AmbienteTorino
Qualità dell’aria a Torino: l’analisi del comitato Torino Respira smonta i toni ottimistici della Regione
Nonostante gli annunci di Cirio e Marnati, a Torino nel 2025 restano alti i superamenti dei limiti di PM2,5, ozono e biossido di azoto
TORINO – Come ormai tradizione, il Presidente della Regione Piemonte Alberto Cirio e l’Assessore all’Ambiente Matteo Marnati hanno diffuso un comunicato stampa trionfalistico sullo stato della qualità dell’aria in Piemonte, celebrando i presunti successi del nuovo Piano Regionale per la Qualità dell’Aria.
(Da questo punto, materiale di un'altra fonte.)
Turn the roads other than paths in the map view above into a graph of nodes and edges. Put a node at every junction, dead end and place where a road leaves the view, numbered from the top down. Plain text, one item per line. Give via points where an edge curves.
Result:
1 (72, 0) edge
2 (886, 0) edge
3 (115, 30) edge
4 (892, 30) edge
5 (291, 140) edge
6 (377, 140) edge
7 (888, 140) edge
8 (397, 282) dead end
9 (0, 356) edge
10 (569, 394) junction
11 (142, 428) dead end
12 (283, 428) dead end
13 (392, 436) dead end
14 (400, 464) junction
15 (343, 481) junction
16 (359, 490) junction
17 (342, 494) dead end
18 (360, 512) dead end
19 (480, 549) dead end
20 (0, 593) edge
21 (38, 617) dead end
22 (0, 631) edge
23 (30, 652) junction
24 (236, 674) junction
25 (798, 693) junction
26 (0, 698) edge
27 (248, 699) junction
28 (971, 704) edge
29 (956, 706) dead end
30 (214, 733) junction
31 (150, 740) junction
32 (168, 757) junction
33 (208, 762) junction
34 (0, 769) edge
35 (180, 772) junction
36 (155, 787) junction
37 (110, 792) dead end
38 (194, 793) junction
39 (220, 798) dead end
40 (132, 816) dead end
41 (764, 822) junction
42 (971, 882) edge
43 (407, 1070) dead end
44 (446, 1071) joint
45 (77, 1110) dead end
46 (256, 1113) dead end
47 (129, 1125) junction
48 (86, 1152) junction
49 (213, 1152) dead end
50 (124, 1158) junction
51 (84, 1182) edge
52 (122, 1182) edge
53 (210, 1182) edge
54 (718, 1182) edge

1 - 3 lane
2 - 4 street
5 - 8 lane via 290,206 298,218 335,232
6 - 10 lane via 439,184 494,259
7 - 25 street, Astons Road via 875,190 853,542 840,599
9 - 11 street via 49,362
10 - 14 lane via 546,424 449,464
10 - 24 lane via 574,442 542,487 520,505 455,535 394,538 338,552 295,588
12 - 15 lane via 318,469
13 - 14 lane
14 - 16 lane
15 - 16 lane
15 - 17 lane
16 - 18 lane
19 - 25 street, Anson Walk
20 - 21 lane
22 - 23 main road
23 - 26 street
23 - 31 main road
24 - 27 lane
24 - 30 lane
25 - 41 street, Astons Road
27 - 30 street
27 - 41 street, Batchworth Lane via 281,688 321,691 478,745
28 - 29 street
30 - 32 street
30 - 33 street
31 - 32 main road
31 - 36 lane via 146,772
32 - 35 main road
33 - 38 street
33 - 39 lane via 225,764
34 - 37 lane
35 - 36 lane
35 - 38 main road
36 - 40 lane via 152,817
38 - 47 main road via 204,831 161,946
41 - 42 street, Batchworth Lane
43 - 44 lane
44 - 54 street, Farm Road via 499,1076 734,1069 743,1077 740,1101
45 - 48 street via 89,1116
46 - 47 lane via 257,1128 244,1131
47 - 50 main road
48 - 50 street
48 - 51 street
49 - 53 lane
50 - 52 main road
Ma secondo il Comitato Torino Respira, la realtà è ben diversa. In un’analisi dettagliata basata sui dati ufficiali dell’ARPA Piemonte, il comitato evidenzia che le dichiarazioni della Regione rappresentano una parziale lettura dei dati, lontana dalla tutela della salute dei cittadini.
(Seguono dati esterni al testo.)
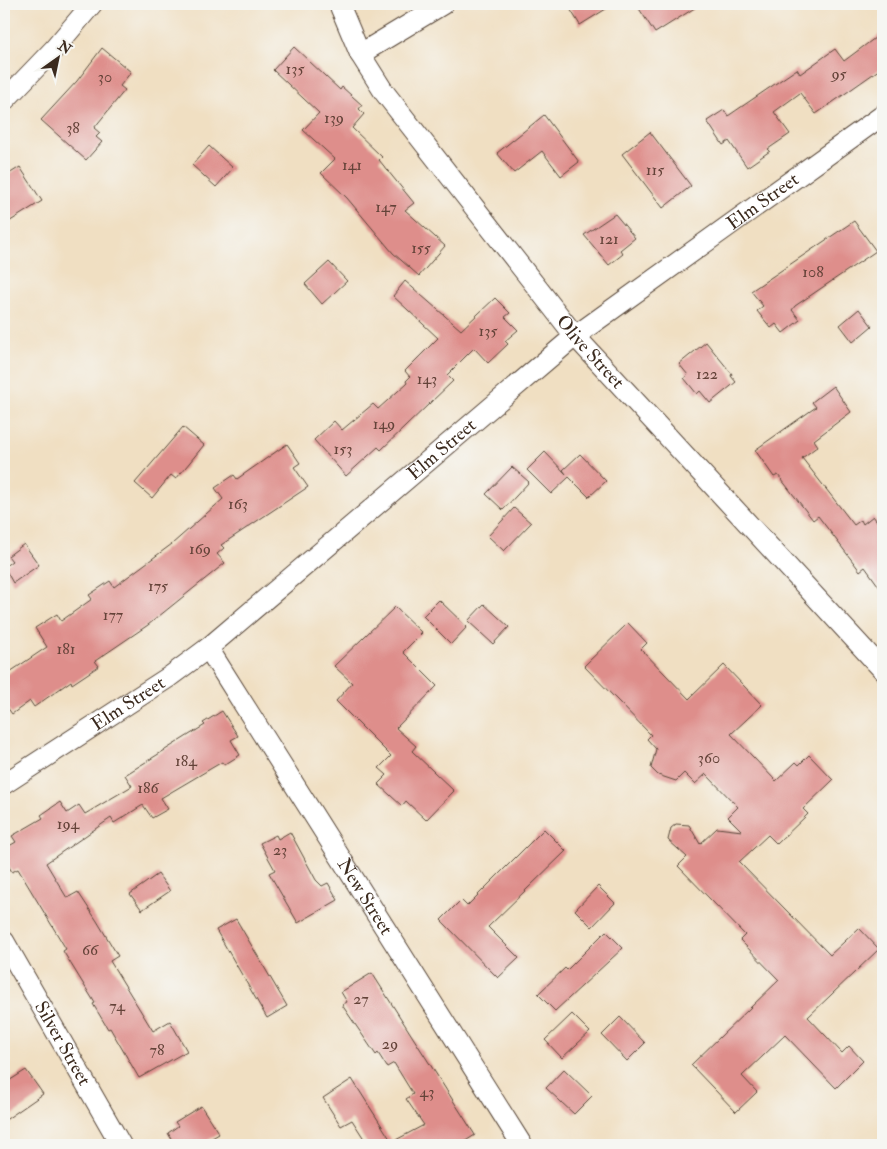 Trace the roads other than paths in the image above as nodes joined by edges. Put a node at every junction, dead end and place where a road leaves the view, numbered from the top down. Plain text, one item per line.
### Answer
1 (92, 4) edge
2 (339, 4) edge
3 (443, 4) edge
4 (360, 54) junction
5 (4, 101) edge
6 (883, 115) edge
7 (575, 336) junction
8 (208, 648) junction
9 (883, 670) edge
10 (4, 784) edge
11 (4, 941) edge
12 (121, 1145) edge
13 (522, 1145) edge

1 - 5 street
2 - 4 street, Olive Street
3 - 4 street
4 - 7 street, Olive Street
6 - 7 street, Elm Street
7 - 8 street, Elm Street
7 - 9 street, Olive Street
8 - 10 street, Elm Street
8 - 13 street, New Street
11 - 12 street, Silver Street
PM2,5: superamenti frequenti e in aumento Nel 2025, nelle tre stazioni torinesi che monitorano il particolato fine PM2,5, si sono registrati superamenti dei limiti OMS per la tutela della salute per 145 giorni a Lingotto, 165 giorni a Rebaudengo e 147 giorni a Rubino. In altre parole, per più di un giorno su tre, i torinesi hanno respirato aria considerata insalubre.
Se si confrontano i dati con i limiti della nuova direttiva europea, più permissivi rispetto ai criteri OMS, i superamenti restano preoccupanti: 92 giorni a Lingotto, 99 a Rebaudengo e 93 a Rubino, contro un limite massimo di 18 giorni all’anno imposto dalla normativa che la Regione dovrà rispettare entro il 2030.
Rispetto al 2024, il quadro peggiora: i superamenti OMS erano stati allora 146 a Lingotto, 158 a Rebaudengo e 124 a Rubino. Anche i valori rispetto alla direttiva europea erano inferiori: 89, 87 e 75 giorni rispettivamente.
Il Comitato Torino Respira segnala anche un peggioramento per l’ozono, inquinante tipicamente estivo. Nel 2025, i superamenti dei valori obiettivo di legge sono stati 46 giorni a Lingotto e 69 a Rubino, rispetto ai 36 e 48 del 2024, più del doppio rispetto ai limiti consentiti di 25 giorni.
Anche il biossido di azoto (NO₂), che la Regione dichiara sotto i limiti di legge, supera costantemente i criteri OMS: 322 giorni a Rebaudengo, 250 a Consolata, 214 a Lingotto e 193 a Rubino. Rispetto ai limiti giornalieri della nuova direttiva europea, le eccedenze arrivano fino al quadruplo in alcune stazioni.
Secondo il Comitato, alcune variazioni annuali si spiegano con le condizioni meteorologiche, che influenzano accumulo e dispersione degli inquinanti, e con il cambiamento climatico, che aumenta ozono e riduce i giorni favorevoli all’accumulo di PM2,5.